(Stored items)
--

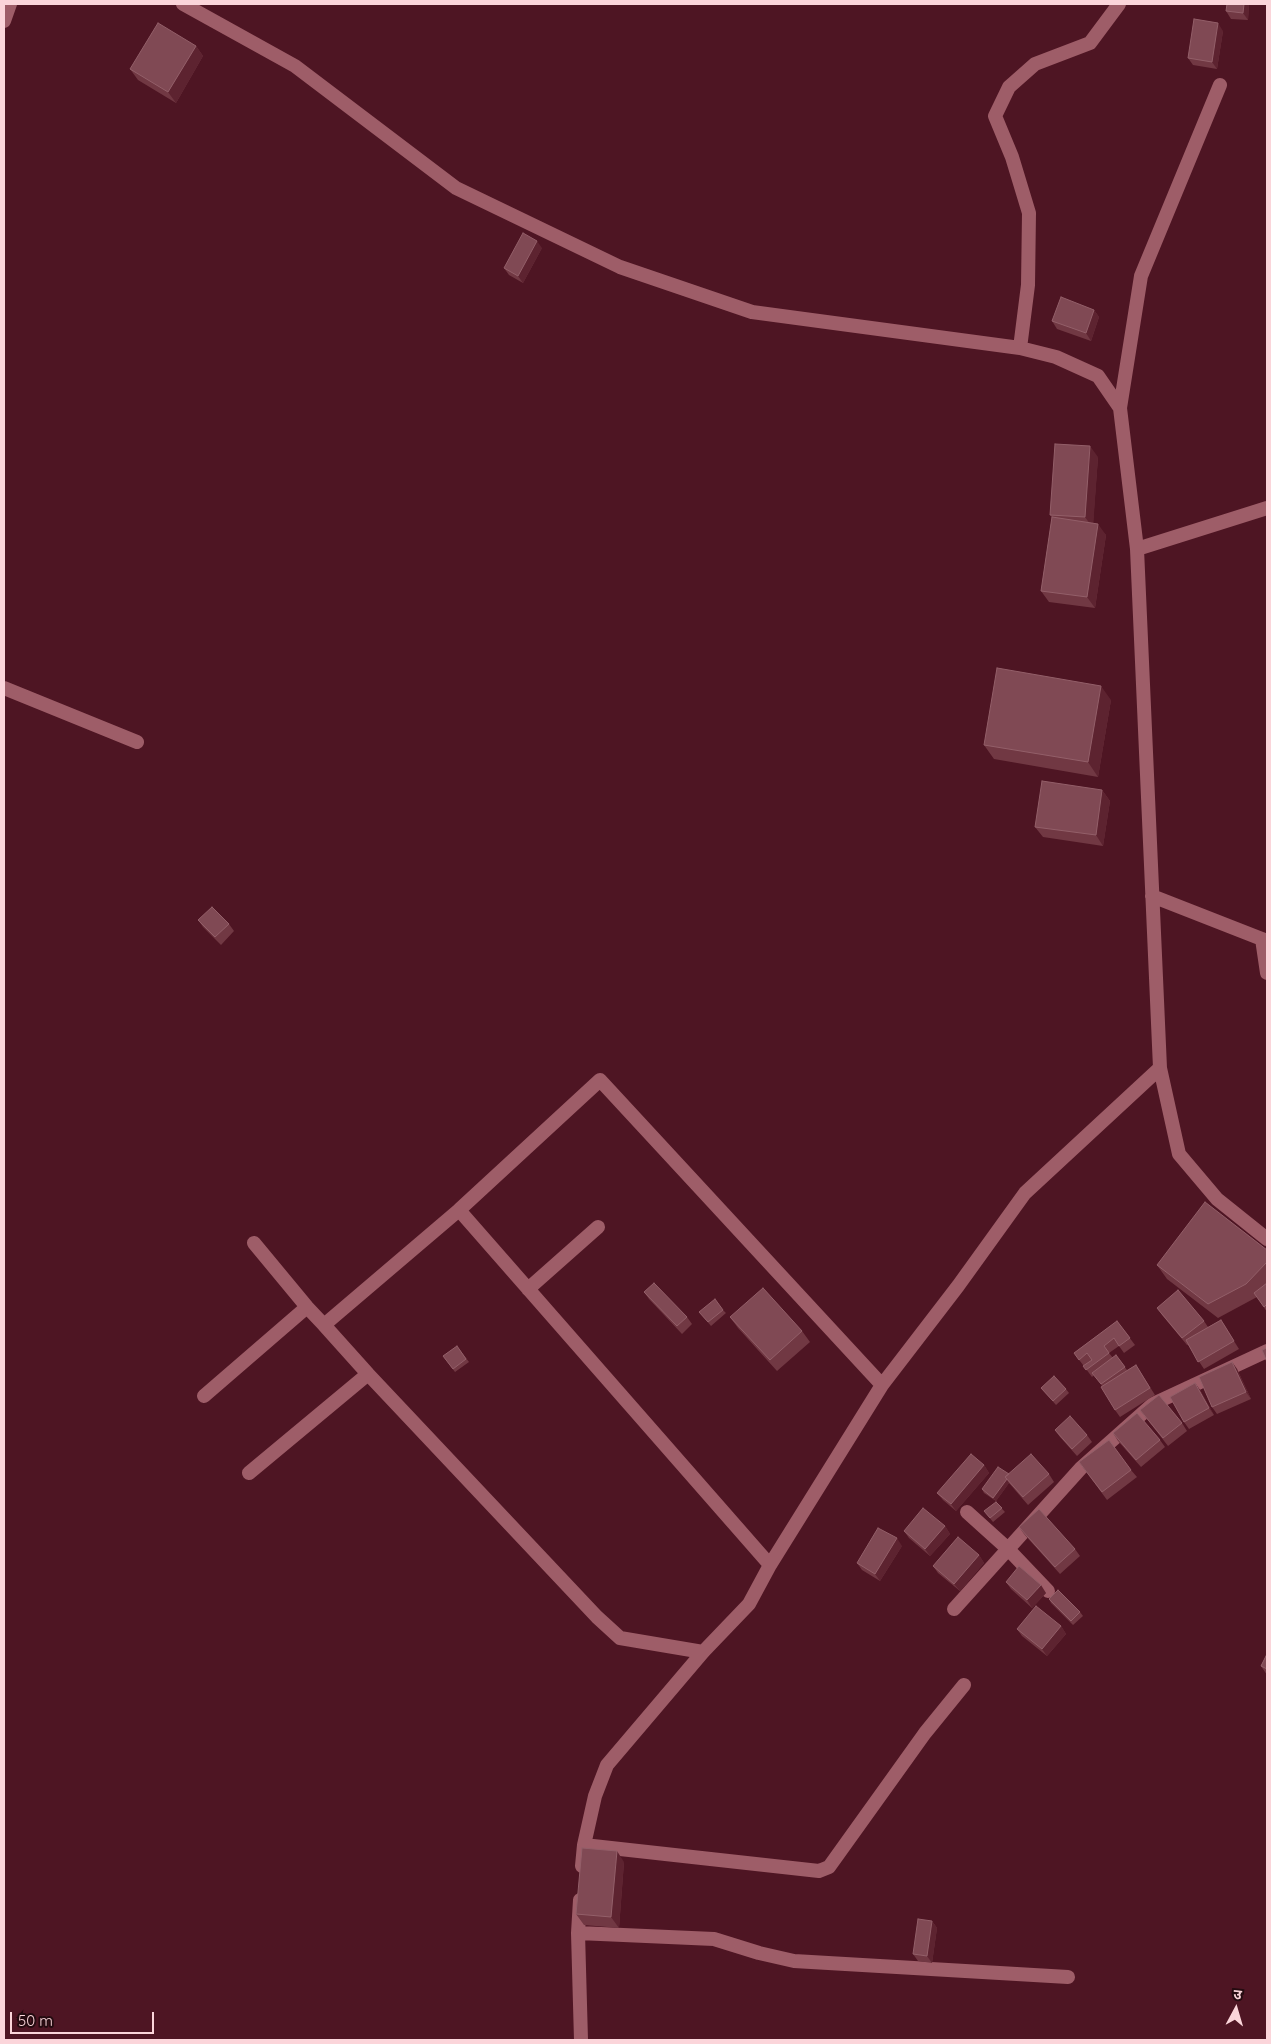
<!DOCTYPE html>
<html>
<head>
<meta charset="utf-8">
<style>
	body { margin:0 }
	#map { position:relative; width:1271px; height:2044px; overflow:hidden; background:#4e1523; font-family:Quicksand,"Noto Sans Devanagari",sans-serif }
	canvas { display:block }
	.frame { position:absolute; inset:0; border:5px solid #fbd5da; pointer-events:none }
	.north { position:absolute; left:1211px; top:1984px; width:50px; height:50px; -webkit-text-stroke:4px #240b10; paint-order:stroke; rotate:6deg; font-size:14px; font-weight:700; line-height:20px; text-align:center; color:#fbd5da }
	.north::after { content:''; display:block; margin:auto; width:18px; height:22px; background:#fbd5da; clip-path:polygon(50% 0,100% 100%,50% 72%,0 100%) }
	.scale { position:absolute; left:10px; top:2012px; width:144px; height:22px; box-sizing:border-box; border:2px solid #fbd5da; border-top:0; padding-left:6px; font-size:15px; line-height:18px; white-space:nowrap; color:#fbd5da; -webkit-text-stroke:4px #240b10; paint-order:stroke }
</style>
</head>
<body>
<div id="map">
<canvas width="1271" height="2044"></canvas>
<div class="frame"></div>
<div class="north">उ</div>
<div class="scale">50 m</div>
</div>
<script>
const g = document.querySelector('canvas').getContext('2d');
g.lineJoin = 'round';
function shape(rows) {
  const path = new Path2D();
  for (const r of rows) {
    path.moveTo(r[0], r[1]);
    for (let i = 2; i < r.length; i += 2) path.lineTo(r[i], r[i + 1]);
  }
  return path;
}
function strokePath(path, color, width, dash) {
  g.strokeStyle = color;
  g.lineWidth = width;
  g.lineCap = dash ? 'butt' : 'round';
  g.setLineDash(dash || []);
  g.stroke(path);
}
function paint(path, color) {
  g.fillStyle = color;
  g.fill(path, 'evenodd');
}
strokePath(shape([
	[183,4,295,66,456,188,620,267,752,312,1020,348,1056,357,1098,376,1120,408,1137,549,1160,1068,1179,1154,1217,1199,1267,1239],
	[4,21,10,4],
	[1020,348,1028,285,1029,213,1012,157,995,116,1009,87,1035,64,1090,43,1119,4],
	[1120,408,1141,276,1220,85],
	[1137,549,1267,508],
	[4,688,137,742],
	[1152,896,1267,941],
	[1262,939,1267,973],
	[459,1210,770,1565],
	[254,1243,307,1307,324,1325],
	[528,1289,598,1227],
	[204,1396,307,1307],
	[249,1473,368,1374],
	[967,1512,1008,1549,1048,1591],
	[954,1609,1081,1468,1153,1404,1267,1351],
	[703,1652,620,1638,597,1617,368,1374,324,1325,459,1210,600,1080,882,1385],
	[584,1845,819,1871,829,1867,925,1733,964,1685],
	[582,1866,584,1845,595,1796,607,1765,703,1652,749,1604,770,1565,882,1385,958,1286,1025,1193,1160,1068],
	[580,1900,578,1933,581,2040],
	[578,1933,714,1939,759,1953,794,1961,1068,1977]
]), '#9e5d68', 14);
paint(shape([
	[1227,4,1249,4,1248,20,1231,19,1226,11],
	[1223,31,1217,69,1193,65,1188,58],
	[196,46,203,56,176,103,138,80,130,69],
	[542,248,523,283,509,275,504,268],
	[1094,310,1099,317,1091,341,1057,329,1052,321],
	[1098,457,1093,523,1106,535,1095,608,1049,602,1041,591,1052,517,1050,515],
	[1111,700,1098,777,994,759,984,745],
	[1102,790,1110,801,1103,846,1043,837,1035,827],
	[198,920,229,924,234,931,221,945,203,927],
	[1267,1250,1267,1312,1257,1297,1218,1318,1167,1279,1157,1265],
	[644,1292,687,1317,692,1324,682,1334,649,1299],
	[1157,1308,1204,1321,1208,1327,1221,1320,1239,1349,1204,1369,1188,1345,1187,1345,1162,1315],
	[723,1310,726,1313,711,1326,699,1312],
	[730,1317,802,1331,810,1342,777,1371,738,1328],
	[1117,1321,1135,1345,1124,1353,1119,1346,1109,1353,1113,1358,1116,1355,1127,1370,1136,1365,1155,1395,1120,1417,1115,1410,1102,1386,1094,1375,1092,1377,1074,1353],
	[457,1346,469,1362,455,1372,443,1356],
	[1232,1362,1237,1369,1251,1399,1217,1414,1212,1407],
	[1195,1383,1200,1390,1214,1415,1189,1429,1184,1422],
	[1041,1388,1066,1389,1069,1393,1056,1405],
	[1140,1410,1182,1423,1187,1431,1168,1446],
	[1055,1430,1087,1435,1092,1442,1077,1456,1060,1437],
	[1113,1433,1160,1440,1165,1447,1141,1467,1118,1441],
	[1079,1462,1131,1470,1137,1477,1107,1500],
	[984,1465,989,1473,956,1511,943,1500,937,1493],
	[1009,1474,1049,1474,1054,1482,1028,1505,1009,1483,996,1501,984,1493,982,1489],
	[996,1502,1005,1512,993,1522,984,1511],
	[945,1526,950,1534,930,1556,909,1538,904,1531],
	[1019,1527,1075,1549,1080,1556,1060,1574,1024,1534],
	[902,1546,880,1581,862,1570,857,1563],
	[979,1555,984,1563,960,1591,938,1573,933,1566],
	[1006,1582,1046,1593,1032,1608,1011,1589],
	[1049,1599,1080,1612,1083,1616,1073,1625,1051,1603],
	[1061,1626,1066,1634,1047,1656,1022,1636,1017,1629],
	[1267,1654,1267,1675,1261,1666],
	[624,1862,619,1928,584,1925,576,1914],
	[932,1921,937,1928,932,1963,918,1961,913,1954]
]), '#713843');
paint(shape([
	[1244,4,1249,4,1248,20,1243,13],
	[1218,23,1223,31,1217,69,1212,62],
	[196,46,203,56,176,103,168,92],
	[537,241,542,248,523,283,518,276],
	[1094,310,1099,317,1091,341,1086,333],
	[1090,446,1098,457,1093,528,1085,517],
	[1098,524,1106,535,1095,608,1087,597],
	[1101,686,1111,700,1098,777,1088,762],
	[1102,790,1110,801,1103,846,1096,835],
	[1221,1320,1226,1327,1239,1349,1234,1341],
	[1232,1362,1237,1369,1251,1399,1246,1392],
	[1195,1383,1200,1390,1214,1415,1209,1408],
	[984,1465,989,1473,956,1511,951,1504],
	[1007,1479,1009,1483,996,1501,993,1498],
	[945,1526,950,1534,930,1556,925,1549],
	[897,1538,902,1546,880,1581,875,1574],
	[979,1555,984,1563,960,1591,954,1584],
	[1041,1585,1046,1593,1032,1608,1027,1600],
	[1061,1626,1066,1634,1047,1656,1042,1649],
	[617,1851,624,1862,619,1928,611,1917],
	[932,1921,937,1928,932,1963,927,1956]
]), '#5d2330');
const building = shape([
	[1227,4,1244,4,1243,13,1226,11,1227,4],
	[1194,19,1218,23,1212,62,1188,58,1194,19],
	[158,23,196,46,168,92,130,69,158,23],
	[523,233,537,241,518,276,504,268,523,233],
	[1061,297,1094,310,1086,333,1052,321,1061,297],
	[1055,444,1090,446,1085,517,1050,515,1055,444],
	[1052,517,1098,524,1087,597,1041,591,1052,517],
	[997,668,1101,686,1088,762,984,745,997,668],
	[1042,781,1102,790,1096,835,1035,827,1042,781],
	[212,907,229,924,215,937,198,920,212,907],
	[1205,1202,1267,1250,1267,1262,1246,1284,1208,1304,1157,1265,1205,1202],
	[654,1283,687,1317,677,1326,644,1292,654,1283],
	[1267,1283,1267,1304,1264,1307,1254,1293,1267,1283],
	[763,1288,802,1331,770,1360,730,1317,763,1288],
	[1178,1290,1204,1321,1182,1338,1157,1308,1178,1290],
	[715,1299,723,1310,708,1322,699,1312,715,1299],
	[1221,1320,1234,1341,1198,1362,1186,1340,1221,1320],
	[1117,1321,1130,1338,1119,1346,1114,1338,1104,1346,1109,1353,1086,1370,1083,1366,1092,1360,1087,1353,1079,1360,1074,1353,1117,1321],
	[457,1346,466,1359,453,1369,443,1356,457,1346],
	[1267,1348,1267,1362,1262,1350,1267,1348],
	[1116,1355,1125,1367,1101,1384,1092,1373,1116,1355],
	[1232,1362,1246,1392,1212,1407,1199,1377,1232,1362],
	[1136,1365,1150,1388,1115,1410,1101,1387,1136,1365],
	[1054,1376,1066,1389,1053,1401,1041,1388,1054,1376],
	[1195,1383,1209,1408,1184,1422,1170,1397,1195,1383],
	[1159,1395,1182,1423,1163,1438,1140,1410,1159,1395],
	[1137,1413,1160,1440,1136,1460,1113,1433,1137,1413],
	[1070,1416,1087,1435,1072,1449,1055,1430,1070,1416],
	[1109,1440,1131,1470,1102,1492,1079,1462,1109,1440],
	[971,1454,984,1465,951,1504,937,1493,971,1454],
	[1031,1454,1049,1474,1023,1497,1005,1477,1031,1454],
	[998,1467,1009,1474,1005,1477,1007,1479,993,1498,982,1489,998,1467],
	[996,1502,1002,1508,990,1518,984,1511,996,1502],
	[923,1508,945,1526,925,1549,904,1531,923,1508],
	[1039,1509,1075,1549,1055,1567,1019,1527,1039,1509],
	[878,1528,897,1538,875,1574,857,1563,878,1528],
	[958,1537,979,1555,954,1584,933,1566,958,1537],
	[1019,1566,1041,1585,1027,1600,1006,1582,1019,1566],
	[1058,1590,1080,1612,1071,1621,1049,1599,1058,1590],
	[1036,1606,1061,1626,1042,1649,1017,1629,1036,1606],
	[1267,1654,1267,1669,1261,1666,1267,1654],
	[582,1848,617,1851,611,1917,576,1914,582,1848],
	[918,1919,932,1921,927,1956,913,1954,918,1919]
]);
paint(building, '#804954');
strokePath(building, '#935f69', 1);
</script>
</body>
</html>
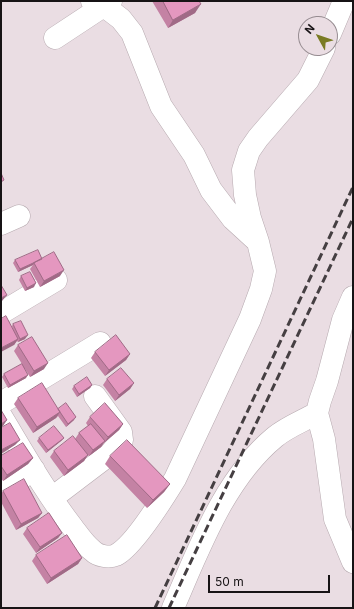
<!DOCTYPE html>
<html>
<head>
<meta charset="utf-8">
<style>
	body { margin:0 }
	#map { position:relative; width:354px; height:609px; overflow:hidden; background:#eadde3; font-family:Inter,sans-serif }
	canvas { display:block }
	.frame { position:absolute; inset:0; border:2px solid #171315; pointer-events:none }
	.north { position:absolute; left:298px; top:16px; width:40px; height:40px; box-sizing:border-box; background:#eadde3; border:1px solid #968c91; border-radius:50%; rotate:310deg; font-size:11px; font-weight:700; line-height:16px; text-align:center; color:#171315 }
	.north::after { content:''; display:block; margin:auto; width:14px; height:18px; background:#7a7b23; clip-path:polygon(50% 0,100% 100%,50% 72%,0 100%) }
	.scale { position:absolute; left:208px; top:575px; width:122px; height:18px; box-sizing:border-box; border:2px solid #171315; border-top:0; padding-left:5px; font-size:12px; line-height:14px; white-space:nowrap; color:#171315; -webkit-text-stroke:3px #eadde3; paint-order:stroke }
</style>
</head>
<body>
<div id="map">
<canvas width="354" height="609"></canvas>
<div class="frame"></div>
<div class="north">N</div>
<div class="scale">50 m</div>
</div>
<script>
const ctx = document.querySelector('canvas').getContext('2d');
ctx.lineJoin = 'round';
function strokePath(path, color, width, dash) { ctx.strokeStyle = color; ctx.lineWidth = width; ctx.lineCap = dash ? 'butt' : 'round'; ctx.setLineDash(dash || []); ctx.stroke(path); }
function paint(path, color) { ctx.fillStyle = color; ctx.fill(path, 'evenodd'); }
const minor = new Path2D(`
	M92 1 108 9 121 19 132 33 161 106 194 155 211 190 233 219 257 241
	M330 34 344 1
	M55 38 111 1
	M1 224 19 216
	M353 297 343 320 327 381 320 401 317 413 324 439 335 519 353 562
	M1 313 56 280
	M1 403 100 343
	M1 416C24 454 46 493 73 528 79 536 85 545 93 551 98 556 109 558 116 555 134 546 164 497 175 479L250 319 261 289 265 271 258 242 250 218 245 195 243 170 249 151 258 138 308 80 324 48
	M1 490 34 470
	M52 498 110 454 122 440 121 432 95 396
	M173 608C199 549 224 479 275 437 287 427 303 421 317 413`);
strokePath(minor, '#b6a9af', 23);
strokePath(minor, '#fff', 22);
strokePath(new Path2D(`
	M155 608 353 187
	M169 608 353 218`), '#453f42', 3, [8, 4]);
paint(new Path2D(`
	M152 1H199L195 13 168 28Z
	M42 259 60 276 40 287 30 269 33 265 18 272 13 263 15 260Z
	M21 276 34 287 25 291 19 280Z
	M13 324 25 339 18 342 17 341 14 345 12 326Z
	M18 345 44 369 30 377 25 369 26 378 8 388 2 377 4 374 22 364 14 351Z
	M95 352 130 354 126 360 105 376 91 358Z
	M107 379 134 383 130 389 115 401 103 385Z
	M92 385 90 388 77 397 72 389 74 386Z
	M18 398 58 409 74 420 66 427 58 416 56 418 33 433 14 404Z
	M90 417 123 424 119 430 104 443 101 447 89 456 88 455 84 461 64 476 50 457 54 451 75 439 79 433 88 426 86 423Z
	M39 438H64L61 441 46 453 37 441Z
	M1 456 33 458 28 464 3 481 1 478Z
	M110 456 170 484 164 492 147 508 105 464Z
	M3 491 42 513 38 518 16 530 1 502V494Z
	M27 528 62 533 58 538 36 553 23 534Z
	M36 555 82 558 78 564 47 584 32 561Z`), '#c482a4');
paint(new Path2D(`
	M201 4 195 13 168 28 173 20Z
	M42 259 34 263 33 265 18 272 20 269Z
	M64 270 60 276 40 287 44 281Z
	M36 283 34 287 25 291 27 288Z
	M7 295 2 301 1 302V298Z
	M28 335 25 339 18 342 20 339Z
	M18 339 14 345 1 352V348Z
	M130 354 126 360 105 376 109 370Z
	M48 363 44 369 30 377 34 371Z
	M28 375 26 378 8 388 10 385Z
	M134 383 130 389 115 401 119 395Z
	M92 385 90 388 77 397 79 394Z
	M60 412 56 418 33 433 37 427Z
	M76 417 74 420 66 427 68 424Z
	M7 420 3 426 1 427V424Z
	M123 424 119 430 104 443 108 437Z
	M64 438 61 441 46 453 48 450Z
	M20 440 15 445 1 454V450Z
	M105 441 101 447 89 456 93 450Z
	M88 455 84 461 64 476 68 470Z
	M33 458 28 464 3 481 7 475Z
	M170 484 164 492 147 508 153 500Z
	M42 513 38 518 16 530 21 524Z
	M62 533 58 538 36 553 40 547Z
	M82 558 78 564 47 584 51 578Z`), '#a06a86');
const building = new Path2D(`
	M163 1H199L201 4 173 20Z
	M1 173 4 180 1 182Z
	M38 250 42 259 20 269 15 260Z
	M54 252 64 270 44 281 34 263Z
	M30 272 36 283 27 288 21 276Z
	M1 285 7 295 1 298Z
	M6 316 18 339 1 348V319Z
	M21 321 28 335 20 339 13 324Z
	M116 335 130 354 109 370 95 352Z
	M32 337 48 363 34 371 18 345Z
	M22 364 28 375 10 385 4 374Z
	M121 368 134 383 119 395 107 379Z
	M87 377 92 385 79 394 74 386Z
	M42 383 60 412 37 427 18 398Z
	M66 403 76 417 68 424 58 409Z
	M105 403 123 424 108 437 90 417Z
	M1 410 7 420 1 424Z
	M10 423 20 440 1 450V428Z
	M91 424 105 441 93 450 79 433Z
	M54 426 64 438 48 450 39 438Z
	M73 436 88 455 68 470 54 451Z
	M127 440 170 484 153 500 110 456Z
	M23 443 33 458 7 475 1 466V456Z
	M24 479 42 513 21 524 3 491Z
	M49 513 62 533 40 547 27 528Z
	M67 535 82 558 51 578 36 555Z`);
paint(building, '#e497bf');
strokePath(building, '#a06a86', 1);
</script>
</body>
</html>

--

◆ **Exercise description**
What is the number of lines in these records that contain "dash"? Reply with the number only.

◆ **Result of this exercise**
4